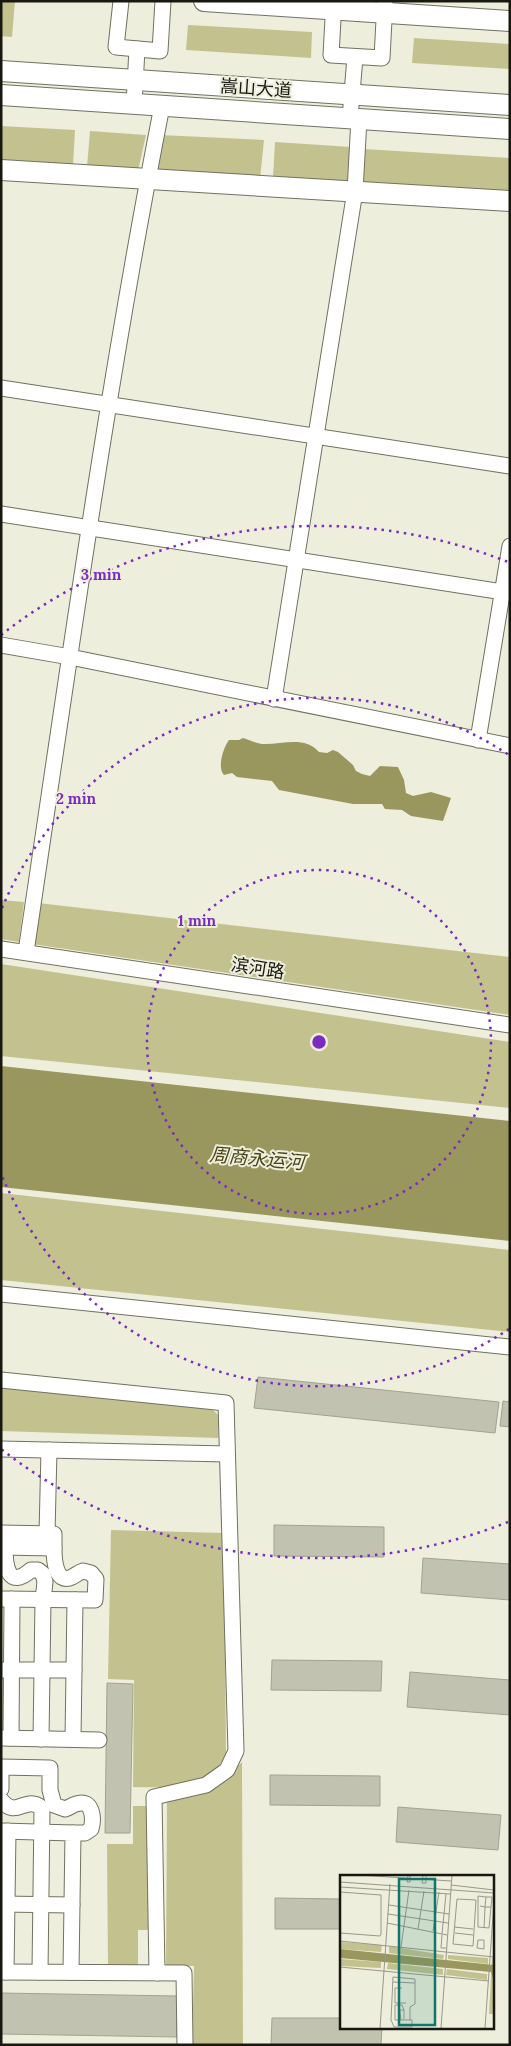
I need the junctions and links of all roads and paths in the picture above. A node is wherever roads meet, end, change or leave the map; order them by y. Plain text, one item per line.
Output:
1 (121, 1) edge
2 (163, 1) edge
3 (204, 1) edge
4 (334, 6) edge
5 (385, 7) edge
6 (510, 22) edge
7 (137, 49) junction
8 (355, 57) junction
9 (1, 71) edge
10 (136, 80) junction
11 (353, 94) junction
12 (1, 95) edge
13 (134, 104) junction
14 (510, 104) edge
15 (162, 106) junction
16 (354, 118) junction
17 (510, 128) edge
18 (1, 170) edge
19 (148, 179) junction
20 (355, 192) junction
21 (510, 201) edge
22 (1, 388) edge
23 (110, 404) junction
24 (316, 436) junction
25 (510, 466) edge
26 (1, 514) edge
27 (90, 528) junction
28 (510, 546) edge
29 (297, 560) junction
30 (506, 593) edge
31 (1, 645) edge
32 (70, 657) junction
33 (274, 699) junction
34 (478, 740) junction
35 (510, 746) edge
36 (1, 948) edge
37 (26, 952) junction
38 (510, 1025) edge
39 (1, 1294) edge
40 (510, 1347) edge
41 (1, 1380) edge
42 (1, 1449) edge
43 (48, 1450) junction
44 (227, 1454) junction
45 (47, 1534) junction
46 (2, 1543) edge
47 (54, 1548) junction
48 (6, 1599) edge
49 (43, 1600) junction
50 (75, 1600) junction
51 (6, 1670) edge
52 (42, 1670) junction
53 (74, 1670) junction
54 (6, 1738) edge
55 (41, 1739) junction
56 (73, 1739) junction
57 (99, 1740) dead end
58 (1, 1790) edge
59 (1, 1800) edge
60 (5, 1831) edge
61 (42, 1832) junction
62 (73, 1833) junction
63 (4, 1904) edge
64 (41, 1904) junction
65 (72, 1905) junction
66 (4, 1972) edge
67 (40, 1972) junction
68 (71, 1972) junction
69 (157, 1973) junction
70 (185, 2045) edge

1 - 7 street
2 - 7 street
3 - 4 main road
4 - 5 main road
4 - 8 street
5 - 6 main road
5 - 8 street
7 - 10 street
8 - 11 street
9 - 10 main road, 嵩山大道
10 - 11 main road, 嵩山大道
10 - 13 street
11 - 14 main road, 嵩山大道
11 - 16 street
12 - 13 main road, 嵩山大道
13 - 15 main road, 嵩山大道
15 - 16 main road, 嵩山大道
15 - 19 street
16 - 17 main road, 嵩山大道
16 - 20 street
18 - 19 main road
19 - 20 main road
19 - 23 street
20 - 21 main road
20 - 24 street
22 - 23 street
23 - 24 street
23 - 27 street
24 - 25 street
24 - 29 street
26 - 27 street
27 - 29 street
27 - 32 street
28 - 30 street
29 - 30 street
29 - 33 street
30 - 34 street
31 - 32 street
32 - 33 street
32 - 37 street
33 - 34 street
34 - 35 street
36 - 37 street, 滨河路
37 - 38 street, 滨河路
39 - 40 street
41 - 44 street
42 - 43 street
43 - 44 street
43 - 45 street
44 - 69 street
45 - 46 street
45 - 47 street
46 - 47 street
46 - 49 street
47 - 50 street
48 - 49 street
48 - 51 street
49 - 50 street
49 - 52 street
50 - 53 street
51 - 52 street
51 - 54 street
52 - 53 street
52 - 55 street
53 - 56 street
54 - 55 street
55 - 56 street
56 - 57 street
58 - 62 street
59 - 61 street
60 - 61 street
60 - 63 street
61 - 62 street
61 - 64 street
62 - 65 street
63 - 64 street
63 - 66 street
64 - 65 street
64 - 67 street
65 - 68 street
66 - 67 street
67 - 68 street
68 - 69 street
69 - 70 street

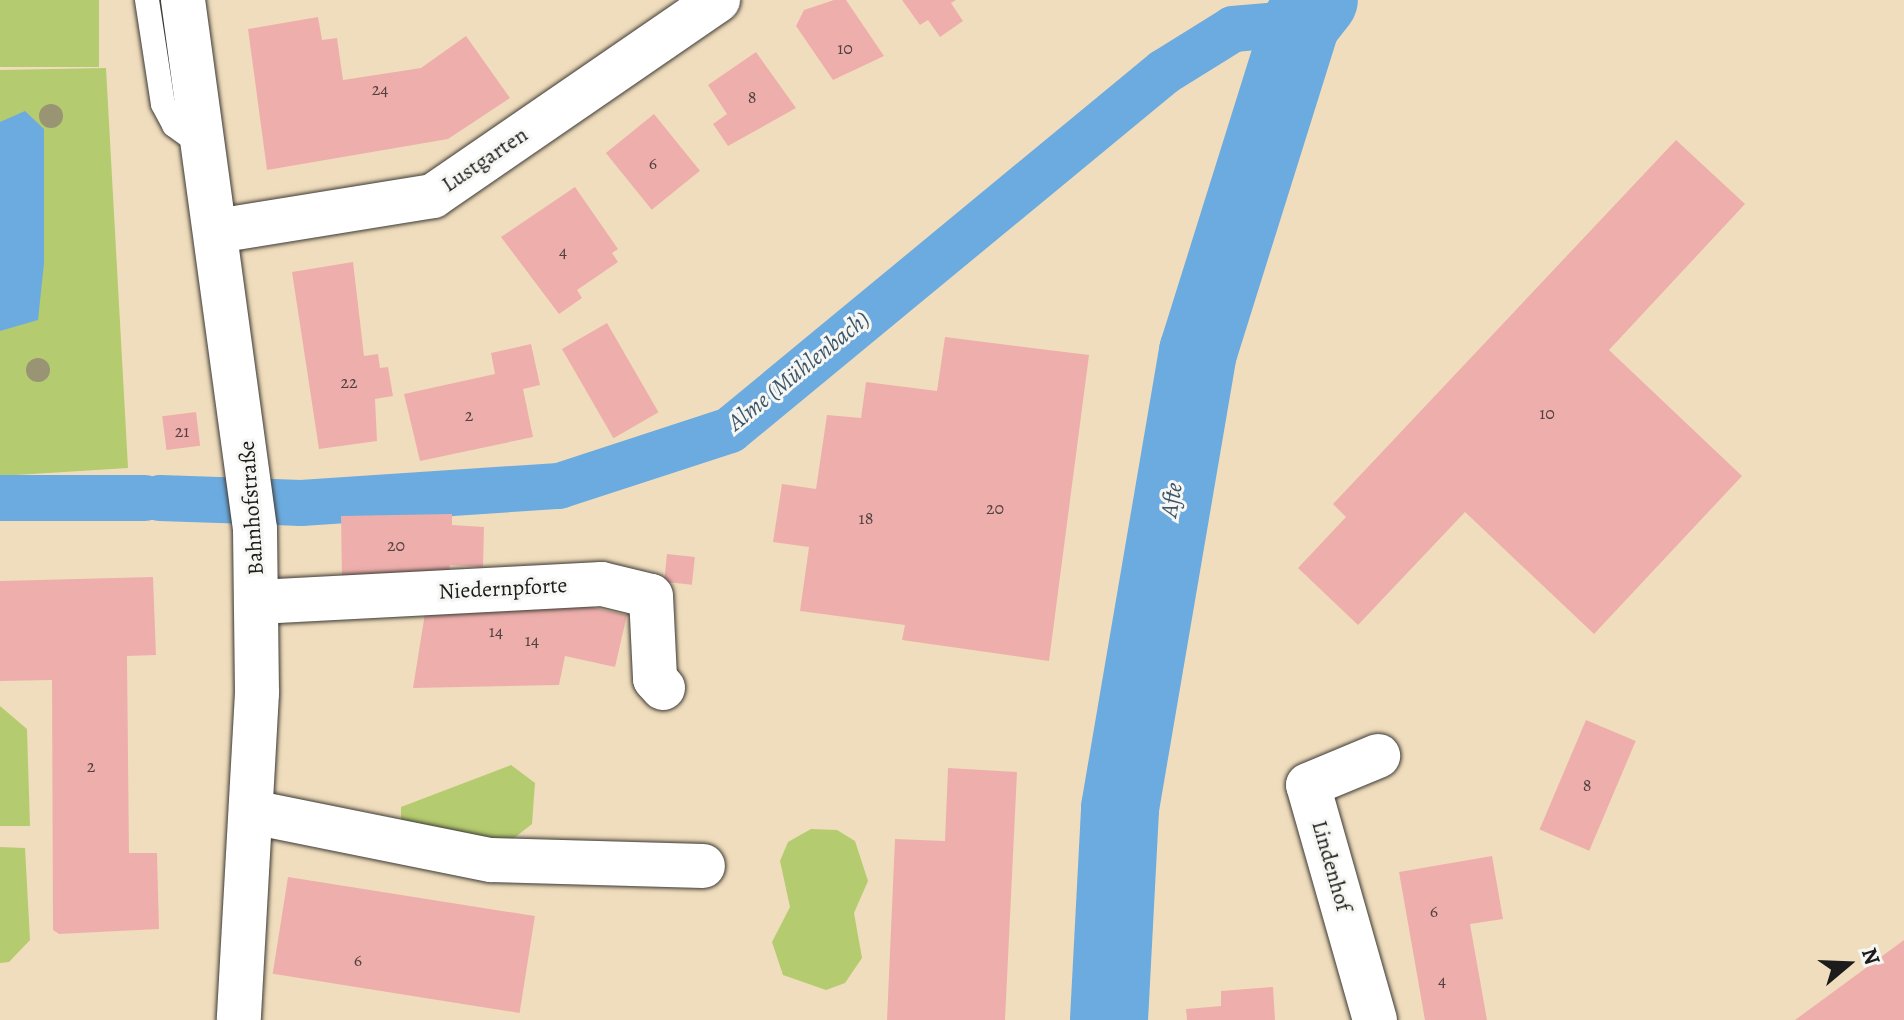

= Task =
Give back the whole listing exactly, without pictures.

= Expected output =
I need the junctions and links of all roads and paths in the picture above. A node is wherever roads meet, end, change or leave the map; order them by y. Plain text, one item per line.
Output:
1 (121, 1) edge
2 (163, 1) edge
3 (204, 1) edge
4 (334, 6) edge
5 (385, 7) edge
6 (510, 22) edge
7 (137, 49) junction
8 (355, 57) junction
9 (1, 71) edge
10 (136, 80) junction
11 (353, 94) junction
12 (1, 95) edge
13 (134, 104) junction
14 (510, 104) edge
15 (162, 106) junction
16 (354, 118) junction
17 (510, 128) edge
18 (1, 170) edge
19 (148, 179) junction
20 (355, 192) junction
21 (510, 201) edge
22 (1, 388) edge
23 (110, 404) junction
24 (316, 436) junction
25 (510, 466) edge
26 (1, 514) edge
27 (90, 528) junction
28 (510, 546) edge
29 (297, 560) junction
30 (506, 593) edge
31 (1, 645) edge
32 (70, 657) junction
33 (274, 699) junction
34 (478, 740) junction
35 (510, 746) edge
36 (1, 948) edge
37 (26, 952) junction
38 (510, 1025) edge
39 (1, 1294) edge
40 (510, 1347) edge
41 (1, 1380) edge
42 (1, 1449) edge
43 (48, 1450) junction
44 (227, 1454) junction
45 (47, 1534) junction
46 (2, 1543) edge
47 (54, 1548) junction
48 (6, 1599) edge
49 (43, 1600) junction
50 (75, 1600) junction
51 (6, 1670) edge
52 (42, 1670) junction
53 (74, 1670) junction
54 (6, 1738) edge
55 (41, 1739) junction
56 (73, 1739) junction
57 (99, 1740) dead end
58 (1, 1790) edge
59 (1, 1800) edge
60 (5, 1831) edge
61 (42, 1832) junction
62 (73, 1833) junction
63 (4, 1904) edge
64 (41, 1904) junction
65 (72, 1905) junction
66 (4, 1972) edge
67 (40, 1972) junction
68 (71, 1972) junction
69 (157, 1973) junction
70 (185, 2045) edge

1 - 7 street
2 - 7 street
3 - 4 main road
4 - 5 main road
4 - 8 street
5 - 6 main road
5 - 8 street
7 - 10 street
8 - 11 street
9 - 10 main road, 嵩山大道
10 - 11 main road, 嵩山大道
10 - 13 street
11 - 14 main road, 嵩山大道
11 - 16 street
12 - 13 main road, 嵩山大道
13 - 15 main road, 嵩山大道
15 - 16 main road, 嵩山大道
15 - 19 street
16 - 17 main road, 嵩山大道
16 - 20 street
18 - 19 main road
19 - 20 main road
19 - 23 street
20 - 21 main road
20 - 24 street
22 - 23 street
23 - 24 street
23 - 27 street
24 - 25 street
24 - 29 street
26 - 27 street
27 - 29 street
27 - 32 street
28 - 30 street
29 - 30 street
29 - 33 street
30 - 34 street
31 - 32 street
32 - 33 street
32 - 37 street
33 - 34 street
34 - 35 street
36 - 37 street, 滨河路
37 - 38 street, 滨河路
39 - 40 street
41 - 44 street
42 - 43 street
43 - 44 street
43 - 45 street
44 - 69 street
45 - 46 street
45 - 47 street
46 - 47 street
46 - 49 street
47 - 50 street
48 - 49 street
48 - 51 street
49 - 50 street
49 - 52 street
50 - 53 street
51 - 52 street
51 - 54 street
52 - 53 street
52 - 55 street
53 - 56 street
54 - 55 street
55 - 56 street
56 - 57 street
58 - 62 street
59 - 61 street
60 - 61 street
60 - 63 street
61 - 62 street
61 - 64 street
62 - 65 street
63 - 64 street
63 - 66 street
64 - 65 street
64 - 67 street
65 - 68 street
66 - 67 street
67 - 68 street
68 - 69 street
69 - 70 street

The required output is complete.